Most of the injuries are related to the water entry. The entry position plays a key role in injury patterns with pursuant differences comparing CD with SD. Although most of the injuries involved soft-tissue only, severe injuries have been reported. Targets for future injury prevention strategies include protection for the increased impaction at entry; adaption of the diving conditions in practice to those in competition; dryland training courses; and instruction of non-professional divers to teach appropriate diving techniques.
关于悬崖跳水(CD)和飞溅跳水(SD)中的损伤信息及其差异尚不清楚。本研究旨在分析(1)损伤发生率、模式和原因;(2)两个项目之间(损伤方面的)差异;以及(3)确定未来预防损伤干预措施的目标。

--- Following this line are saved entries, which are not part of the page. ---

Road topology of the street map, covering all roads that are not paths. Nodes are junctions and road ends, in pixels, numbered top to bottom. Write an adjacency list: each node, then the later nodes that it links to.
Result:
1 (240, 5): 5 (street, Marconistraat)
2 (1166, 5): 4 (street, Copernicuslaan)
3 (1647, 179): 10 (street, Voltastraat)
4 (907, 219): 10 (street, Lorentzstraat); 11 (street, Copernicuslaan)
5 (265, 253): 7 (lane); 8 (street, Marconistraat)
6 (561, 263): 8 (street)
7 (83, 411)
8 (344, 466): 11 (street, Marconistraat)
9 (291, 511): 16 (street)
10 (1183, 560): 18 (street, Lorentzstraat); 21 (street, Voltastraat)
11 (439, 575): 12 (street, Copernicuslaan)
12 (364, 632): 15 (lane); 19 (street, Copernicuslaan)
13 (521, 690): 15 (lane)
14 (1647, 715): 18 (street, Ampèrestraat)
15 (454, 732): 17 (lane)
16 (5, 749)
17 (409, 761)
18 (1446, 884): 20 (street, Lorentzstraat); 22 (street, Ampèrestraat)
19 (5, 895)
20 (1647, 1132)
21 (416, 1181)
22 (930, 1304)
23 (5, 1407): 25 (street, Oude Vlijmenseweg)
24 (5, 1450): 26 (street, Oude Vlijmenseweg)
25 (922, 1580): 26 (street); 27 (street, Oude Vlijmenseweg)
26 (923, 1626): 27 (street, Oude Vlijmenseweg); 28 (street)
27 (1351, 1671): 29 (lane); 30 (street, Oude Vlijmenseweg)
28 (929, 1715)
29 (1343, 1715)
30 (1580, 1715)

2013年4月至11月,通过每月基于电子邮件的加密问卷对81名悬崖跳水运动员和51名飞溅跳水运动员进行前瞻性调查。
在总计7857小时的跳水过程中,平均跳水高度为13(±7)米,报告的总体损伤发生率为每1000小时运动暴露7.9次损伤。悬崖跳水运动员最常受伤的部位是足和踝(18%;n = 24)以及颈部和颈椎(14%;n = 19)。在飞溅跳水中,下肢(52%;n = 43)和下背部(23%;n = 19)最常受伤。在79%(n = 49)的病例中,损伤发生在入水时。悬崖跳水运动员受伤时52%(n = 15)是脚先入水,14%(n = 4)是头先入水。飞溅跳水运动员受伤时45%(n = 9)是背部或臀部先入水。大多数损伤为擦伤(47%;n = 104)和肌肉拉伤(13%;n = 28)。训练期间的损伤风险显著高于比赛期间(每1000小时11.3次损伤对4.5次损伤;OR 2.5;p = 0.001)。专家的损伤风险(每1000小时暴露15.4次)显著高于专业运动员(每1000小时暴露6.3次;OR 2.4;95%CI,3.3 - 1.9;p < 0.001),尽管专业运动员的平均跳水高度显著更高(19米±8对12米±6;p < 0.001)。与专家相比,进行陆地训练的专业运动员显著更多(p = 0.006)。
大多数损伤与入水有关。入水姿势在损伤模式中起关键作用,悬崖跳水与飞溅跳水在损伤模式上存在相应差异。尽管大多数损伤仅涉及软组织,但也有严重损伤的报告。未来预防损伤策略的目标包括保护入水时增加的冲击力;使训练中的跳水条件适应比赛中的条件;陆地训练课程;以及指导非专业跳水运动员掌握适当的跳水技术。